● **WORK INSTRUCTION**: Which of the lines below holds the string "پانزدهم"? Copy every line that does.

========

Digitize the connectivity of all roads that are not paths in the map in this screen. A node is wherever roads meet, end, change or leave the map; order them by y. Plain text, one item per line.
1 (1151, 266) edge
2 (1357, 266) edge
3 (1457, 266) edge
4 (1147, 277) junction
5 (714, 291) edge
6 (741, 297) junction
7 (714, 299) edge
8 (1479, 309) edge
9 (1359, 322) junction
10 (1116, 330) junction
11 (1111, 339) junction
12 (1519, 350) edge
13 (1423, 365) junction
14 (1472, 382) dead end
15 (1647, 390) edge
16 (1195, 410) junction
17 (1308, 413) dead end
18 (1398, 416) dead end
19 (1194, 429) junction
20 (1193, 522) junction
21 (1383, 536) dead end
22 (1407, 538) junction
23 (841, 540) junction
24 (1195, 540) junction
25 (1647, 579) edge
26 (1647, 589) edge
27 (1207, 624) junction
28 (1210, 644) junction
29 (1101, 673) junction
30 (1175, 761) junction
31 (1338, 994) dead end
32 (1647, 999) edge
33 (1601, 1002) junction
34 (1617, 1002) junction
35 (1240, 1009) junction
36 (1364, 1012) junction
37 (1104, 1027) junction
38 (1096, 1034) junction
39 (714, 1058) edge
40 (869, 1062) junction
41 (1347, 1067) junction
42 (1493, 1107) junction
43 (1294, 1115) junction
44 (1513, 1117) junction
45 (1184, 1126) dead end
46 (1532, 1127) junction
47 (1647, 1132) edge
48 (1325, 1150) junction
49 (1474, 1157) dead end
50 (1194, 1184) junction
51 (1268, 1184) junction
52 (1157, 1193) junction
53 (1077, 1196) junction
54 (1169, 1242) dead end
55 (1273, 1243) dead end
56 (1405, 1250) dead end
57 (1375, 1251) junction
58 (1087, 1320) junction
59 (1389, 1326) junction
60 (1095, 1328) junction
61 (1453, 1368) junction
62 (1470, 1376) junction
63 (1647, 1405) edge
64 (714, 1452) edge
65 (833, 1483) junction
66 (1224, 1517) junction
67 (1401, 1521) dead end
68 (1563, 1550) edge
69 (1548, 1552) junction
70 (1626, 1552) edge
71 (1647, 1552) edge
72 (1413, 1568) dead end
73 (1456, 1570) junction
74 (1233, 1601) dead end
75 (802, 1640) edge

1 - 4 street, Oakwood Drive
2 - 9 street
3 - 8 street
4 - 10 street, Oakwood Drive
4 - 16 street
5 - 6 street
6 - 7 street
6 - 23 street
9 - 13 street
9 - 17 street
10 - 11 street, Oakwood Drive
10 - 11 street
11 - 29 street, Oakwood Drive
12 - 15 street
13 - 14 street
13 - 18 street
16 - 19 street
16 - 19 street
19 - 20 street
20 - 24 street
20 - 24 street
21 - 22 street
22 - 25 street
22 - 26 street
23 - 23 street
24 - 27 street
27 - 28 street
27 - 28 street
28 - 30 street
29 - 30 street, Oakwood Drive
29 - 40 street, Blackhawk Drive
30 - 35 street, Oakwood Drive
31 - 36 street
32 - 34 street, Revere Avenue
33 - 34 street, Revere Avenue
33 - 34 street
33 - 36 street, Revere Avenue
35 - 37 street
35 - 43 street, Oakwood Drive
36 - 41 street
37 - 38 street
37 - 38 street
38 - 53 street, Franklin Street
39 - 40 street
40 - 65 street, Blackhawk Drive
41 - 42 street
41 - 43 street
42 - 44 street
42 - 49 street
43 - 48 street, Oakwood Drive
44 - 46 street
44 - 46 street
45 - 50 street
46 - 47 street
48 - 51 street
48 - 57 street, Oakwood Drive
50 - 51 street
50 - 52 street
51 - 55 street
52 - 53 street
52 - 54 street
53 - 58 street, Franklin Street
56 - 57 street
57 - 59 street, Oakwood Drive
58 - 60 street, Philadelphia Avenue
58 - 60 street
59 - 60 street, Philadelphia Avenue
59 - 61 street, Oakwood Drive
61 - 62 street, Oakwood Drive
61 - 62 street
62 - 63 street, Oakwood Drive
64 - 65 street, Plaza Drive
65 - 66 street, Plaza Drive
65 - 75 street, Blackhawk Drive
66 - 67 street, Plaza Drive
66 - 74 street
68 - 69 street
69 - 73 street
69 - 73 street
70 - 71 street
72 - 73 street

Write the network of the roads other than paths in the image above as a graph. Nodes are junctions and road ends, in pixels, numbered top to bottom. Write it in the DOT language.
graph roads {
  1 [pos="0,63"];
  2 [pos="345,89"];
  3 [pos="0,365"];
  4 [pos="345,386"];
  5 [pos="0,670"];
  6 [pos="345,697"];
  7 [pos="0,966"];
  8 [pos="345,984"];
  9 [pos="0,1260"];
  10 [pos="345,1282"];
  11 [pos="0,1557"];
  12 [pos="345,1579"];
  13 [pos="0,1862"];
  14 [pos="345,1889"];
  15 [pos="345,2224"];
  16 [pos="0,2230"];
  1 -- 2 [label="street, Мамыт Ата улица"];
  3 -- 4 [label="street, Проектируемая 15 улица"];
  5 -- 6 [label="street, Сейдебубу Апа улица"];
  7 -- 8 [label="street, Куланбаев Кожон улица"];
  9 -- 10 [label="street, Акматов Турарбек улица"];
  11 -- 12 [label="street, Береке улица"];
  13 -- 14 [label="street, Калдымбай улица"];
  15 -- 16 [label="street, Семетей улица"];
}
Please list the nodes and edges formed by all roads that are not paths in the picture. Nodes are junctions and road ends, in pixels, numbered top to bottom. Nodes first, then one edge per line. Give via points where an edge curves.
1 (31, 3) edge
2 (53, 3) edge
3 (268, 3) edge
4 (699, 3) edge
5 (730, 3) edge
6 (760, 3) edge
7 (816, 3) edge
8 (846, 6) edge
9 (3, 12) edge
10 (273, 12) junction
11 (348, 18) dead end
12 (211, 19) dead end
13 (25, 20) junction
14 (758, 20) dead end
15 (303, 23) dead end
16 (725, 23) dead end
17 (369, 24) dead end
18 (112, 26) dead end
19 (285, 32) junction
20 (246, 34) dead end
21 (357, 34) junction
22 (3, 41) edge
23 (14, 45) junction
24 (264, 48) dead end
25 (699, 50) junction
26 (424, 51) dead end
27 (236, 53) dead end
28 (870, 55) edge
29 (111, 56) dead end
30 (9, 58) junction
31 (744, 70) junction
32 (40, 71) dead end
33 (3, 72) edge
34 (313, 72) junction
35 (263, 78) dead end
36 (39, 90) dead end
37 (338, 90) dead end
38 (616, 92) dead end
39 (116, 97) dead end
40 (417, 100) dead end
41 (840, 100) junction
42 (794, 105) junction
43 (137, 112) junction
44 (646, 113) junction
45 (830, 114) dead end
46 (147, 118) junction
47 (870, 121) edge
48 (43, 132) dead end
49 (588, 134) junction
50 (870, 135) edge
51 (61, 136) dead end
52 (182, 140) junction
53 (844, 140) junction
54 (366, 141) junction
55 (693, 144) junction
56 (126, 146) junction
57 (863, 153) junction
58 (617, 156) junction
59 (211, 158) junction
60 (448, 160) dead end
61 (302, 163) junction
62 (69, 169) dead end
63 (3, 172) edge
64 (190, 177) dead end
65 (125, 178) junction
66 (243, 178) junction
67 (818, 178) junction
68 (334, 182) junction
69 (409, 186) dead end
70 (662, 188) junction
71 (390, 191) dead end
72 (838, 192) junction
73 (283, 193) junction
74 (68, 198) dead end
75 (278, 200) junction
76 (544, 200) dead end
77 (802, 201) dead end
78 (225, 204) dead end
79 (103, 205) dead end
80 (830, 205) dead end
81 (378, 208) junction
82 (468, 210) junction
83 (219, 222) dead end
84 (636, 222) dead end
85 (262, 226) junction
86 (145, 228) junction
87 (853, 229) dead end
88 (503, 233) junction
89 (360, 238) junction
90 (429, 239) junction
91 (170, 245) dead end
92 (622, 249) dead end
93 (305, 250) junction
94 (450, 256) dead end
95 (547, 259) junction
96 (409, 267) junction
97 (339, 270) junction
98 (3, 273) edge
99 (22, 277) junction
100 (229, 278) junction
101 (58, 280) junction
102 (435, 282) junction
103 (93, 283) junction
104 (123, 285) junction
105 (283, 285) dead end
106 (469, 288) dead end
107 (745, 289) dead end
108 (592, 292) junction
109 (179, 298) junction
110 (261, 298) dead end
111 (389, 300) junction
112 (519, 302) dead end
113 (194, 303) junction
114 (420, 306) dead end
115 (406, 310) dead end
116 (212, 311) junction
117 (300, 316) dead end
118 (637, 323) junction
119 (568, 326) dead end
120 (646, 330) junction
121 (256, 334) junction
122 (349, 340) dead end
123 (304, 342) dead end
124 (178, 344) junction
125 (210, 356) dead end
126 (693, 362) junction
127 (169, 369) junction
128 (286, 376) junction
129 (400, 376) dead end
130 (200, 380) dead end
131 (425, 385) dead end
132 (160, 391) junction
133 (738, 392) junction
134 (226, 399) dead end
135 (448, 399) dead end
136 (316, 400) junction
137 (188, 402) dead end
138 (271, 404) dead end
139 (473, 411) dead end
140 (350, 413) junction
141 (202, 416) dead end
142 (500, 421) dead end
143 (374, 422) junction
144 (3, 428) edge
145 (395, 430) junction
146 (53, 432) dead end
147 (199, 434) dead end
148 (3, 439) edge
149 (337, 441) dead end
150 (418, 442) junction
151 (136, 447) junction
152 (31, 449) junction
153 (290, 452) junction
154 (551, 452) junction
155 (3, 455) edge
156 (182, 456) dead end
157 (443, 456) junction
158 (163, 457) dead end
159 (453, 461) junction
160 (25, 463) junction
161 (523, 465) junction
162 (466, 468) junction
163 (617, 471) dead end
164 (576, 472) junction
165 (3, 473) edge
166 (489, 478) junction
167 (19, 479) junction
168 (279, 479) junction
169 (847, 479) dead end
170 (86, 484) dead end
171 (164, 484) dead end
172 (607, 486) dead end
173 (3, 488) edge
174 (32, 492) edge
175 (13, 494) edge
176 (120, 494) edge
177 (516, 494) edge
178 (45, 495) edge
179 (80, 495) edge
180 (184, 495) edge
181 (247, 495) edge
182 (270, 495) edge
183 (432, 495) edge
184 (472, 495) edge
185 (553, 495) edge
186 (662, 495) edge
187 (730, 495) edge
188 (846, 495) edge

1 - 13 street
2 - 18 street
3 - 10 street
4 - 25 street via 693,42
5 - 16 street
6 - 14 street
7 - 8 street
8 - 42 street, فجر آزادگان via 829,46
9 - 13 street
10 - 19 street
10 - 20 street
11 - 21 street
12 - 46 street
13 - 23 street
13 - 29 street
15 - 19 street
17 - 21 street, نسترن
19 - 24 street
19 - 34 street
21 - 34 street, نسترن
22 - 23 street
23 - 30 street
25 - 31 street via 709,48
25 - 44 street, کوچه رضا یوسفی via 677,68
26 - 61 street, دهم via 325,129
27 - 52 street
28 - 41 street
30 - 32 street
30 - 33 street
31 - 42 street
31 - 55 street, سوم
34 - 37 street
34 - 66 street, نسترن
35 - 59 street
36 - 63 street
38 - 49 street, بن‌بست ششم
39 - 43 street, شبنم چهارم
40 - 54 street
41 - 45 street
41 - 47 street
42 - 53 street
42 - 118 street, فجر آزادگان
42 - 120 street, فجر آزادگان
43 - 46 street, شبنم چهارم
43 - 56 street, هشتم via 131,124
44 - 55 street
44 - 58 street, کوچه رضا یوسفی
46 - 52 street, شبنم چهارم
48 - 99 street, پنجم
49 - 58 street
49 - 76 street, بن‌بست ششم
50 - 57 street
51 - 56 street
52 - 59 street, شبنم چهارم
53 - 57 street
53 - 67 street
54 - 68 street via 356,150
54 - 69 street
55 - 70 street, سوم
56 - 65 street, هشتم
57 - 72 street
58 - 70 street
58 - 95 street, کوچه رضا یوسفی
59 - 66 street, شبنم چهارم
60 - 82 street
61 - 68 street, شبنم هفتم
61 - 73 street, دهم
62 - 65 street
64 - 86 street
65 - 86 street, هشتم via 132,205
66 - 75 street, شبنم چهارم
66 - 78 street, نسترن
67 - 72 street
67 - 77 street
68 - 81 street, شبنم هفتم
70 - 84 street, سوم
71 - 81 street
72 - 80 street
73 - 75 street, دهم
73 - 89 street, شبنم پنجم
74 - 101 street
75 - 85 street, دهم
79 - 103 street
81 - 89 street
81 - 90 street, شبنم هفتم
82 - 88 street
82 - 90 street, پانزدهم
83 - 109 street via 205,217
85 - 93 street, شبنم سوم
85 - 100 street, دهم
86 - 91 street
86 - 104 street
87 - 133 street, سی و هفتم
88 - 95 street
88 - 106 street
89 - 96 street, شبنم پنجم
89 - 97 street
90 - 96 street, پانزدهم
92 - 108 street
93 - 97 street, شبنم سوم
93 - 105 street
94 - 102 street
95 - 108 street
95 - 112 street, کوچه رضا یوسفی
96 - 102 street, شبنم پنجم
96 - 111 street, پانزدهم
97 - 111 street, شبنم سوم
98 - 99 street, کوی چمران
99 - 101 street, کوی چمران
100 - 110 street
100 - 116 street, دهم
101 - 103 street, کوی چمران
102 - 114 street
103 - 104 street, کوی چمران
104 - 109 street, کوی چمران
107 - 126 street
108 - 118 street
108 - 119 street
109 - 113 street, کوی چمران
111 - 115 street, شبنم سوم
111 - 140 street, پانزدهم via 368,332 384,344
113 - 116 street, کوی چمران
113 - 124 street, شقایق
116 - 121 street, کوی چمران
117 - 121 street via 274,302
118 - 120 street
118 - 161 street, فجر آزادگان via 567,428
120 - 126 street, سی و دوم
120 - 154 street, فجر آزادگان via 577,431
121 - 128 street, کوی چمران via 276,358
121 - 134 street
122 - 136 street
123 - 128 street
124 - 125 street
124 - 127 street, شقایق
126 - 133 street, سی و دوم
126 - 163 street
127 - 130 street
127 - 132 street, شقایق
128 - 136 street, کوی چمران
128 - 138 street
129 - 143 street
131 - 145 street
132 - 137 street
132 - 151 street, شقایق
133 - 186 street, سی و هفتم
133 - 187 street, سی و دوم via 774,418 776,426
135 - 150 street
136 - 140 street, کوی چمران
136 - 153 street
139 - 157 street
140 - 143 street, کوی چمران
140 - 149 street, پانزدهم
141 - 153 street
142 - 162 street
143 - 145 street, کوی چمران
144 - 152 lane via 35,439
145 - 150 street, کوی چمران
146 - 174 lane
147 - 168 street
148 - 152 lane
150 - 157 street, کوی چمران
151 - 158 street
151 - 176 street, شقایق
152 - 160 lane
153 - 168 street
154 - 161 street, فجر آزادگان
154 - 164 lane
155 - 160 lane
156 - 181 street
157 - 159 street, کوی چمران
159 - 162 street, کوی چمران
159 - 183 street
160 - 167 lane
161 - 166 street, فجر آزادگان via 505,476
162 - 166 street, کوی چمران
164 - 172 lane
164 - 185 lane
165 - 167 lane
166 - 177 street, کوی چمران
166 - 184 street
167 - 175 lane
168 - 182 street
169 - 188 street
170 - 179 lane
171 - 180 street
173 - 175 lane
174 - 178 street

========

● **RESPONSE BELOW**:
82 - 90 street, پانزدهم
90 - 96 street, پانزدهم
96 - 111 street, پانزدهم
111 - 140 street, پانزدهم via 368,332 384,344
140 - 149 street, پانزدهم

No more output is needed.